Gold, Silver Rebound as Record Prices Disrupt Bullion Markets Worldwide
SILVER rebounded Friday, shooting back towards yesterday's new all-time highs while the price of gold halved its steep drop to head for the 6th new week-end record in a row amid worsening market disruption worldwide.
Wholesale bullion dealers reported wide spreads and delayed settlement times in major centres from London to Zurich and Singapore for gold and silver as well as for platinum and palladium, also now trading at multi-year price highs.
Silver borrowing costs leapt again, jumping towards 35% per annum on 1-month London lease rates according to Bloomberg, as the industrially-useful precious metal rose back above its 1980 and 2011 peaks at $50 per ounce.
"Strong imports in India have exacerbated tightness in the global silver market," say specialists analysts Metals Focus.
"US tariff-driven shipments and sustained inflows into silver ETPs have already contributed to a sharp drop in liquidity in the London [wholesale] OTC market."
Gold prices on the Shanghai Gold Exchange meantime fell 1.4% from yesterday's new all-time high above ¥911 per gram, making the sharpest 1-day drop in 10 weeks.
That still left gold prices in China, the precious metal's No.1 mining, importing, consumer and central-bank buying nation, at a deep discount to global trading-and-storage hub London of $47 per ounce.
"Some jewelers at Istanbul's Grand Bazaar have halted gold sales," reports Turkiye Today, as the spread between buying and selling prices jumped near 10% "amid unprecedented volatility."
Consumers in Greece have sold 70,000 gold Sovereign coins back to the central bank so far this year against 40,000 of new purchases.
Trading $10 below $4000 per Troy ounce in London this morning, gold bullion last made a stronger run of week-end records at the summer 2011 peak, and the New Year 1980 top before that. Both proved to be big long-term tops in the gold price.
"It's a very good time to sell," says a jewellery owner quoted by Channel News Asia in a report titled 'Hong Kongers rush to sell family jewels as gold glitters'.

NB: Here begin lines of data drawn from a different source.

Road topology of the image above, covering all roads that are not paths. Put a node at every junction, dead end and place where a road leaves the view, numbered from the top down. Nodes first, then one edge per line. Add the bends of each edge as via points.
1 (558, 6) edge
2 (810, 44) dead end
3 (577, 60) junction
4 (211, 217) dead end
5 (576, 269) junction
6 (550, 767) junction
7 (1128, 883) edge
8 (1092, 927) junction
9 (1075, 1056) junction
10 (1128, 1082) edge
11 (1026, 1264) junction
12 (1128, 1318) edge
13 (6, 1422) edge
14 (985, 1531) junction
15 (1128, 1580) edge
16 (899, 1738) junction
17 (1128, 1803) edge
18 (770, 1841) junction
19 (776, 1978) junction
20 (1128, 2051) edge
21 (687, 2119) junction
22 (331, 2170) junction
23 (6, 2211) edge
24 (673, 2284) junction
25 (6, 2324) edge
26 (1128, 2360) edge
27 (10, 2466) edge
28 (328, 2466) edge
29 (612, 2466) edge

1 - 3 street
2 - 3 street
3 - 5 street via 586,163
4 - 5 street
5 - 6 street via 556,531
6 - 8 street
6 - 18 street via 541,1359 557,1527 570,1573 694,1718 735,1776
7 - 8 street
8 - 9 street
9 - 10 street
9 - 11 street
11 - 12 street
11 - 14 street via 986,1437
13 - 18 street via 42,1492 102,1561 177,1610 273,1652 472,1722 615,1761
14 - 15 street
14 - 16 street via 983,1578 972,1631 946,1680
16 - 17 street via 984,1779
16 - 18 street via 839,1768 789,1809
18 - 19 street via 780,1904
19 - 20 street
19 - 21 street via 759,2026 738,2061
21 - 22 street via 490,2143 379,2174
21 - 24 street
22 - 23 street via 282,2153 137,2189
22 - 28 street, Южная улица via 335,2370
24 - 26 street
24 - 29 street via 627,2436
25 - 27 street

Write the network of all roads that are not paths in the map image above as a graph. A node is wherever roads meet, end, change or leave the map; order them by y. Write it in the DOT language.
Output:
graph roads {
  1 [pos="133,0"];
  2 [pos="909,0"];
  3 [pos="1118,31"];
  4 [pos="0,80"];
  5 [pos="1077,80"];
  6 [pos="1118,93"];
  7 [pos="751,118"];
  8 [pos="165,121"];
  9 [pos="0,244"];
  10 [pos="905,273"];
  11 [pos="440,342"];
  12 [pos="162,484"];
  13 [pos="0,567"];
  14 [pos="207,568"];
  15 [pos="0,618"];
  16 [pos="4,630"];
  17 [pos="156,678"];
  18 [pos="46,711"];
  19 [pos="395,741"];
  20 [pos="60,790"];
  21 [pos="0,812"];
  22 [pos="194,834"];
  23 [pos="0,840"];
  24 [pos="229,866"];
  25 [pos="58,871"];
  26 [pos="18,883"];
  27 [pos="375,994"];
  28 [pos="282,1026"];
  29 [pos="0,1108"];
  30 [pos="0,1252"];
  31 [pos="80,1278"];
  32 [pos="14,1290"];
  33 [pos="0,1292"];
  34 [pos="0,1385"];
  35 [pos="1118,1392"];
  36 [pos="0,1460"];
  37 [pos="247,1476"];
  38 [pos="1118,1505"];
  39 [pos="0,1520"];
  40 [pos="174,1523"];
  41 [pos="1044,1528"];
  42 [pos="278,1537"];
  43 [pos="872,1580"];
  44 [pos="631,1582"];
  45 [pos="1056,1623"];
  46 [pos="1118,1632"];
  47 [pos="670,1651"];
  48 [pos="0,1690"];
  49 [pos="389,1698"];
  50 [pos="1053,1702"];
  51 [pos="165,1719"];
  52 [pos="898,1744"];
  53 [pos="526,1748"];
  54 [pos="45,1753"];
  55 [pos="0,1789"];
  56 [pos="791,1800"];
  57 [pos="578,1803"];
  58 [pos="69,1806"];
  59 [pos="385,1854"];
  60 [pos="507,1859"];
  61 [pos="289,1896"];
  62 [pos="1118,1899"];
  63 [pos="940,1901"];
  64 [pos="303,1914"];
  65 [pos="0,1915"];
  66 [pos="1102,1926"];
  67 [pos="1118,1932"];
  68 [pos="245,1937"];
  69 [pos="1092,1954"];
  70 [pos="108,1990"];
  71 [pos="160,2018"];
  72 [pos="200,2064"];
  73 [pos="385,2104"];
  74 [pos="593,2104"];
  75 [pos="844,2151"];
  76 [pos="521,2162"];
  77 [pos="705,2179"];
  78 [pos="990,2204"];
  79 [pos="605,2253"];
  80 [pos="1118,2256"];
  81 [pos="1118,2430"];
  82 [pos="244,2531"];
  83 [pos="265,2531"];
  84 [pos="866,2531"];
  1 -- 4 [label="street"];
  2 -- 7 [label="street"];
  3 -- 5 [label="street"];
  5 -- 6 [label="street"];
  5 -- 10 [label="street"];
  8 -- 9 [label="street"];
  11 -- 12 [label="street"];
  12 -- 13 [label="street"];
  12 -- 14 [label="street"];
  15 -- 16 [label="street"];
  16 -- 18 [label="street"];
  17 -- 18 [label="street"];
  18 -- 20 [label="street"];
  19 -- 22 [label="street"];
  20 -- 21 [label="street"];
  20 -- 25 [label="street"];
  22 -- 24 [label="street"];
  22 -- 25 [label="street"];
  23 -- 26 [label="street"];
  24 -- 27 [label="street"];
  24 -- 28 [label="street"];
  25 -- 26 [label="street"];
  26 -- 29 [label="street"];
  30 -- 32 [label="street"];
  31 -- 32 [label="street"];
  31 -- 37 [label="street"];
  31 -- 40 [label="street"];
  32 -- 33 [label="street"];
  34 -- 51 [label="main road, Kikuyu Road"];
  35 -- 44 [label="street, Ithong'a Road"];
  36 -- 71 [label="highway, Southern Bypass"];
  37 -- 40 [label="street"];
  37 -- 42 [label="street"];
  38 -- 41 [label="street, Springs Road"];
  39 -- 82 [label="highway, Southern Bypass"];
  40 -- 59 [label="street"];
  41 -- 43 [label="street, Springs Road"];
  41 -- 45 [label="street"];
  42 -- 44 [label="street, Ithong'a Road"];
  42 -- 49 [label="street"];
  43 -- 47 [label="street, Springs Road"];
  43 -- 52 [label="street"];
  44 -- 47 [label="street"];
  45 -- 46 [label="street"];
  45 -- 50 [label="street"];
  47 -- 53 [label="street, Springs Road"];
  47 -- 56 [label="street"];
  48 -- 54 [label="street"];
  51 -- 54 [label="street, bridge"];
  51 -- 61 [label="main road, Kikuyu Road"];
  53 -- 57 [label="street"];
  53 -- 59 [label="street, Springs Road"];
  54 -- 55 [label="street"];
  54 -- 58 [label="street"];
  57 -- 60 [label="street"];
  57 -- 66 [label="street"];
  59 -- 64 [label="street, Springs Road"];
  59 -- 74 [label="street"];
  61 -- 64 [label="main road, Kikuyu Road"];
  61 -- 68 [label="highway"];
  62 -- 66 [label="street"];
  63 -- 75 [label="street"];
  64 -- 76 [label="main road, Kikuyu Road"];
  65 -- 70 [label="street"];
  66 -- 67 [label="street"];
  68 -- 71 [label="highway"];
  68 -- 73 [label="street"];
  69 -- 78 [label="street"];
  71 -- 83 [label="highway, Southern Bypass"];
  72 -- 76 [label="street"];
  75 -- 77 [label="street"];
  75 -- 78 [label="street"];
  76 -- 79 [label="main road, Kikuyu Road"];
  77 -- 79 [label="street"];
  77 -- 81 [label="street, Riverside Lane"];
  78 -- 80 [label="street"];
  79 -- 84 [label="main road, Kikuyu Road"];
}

"People are investing in gold bars and coins, but jewellery demand has been low," Reuters quotes a Hong Kong retailer.
With India now half way through its festive gold-buying season, "Investment demand is really strong right now," says a bullion dealer in Mumbai amid India's festive gold-buying season, where traditional jewellery purchases are being switched for bars, coins, ETFs and 'digital gold' accounts.
"Expecting prices to rise further, investors [this week] didn't mind paying extra even over record high prices."
Last month's fresh record prices saw the Central Bank of Brazil increase its gold reserves by almost 16 tonnes − "its first addition of gold since July 2021," according to Krishan Gopaul, senior analyst at the mining industry's World Gold Council.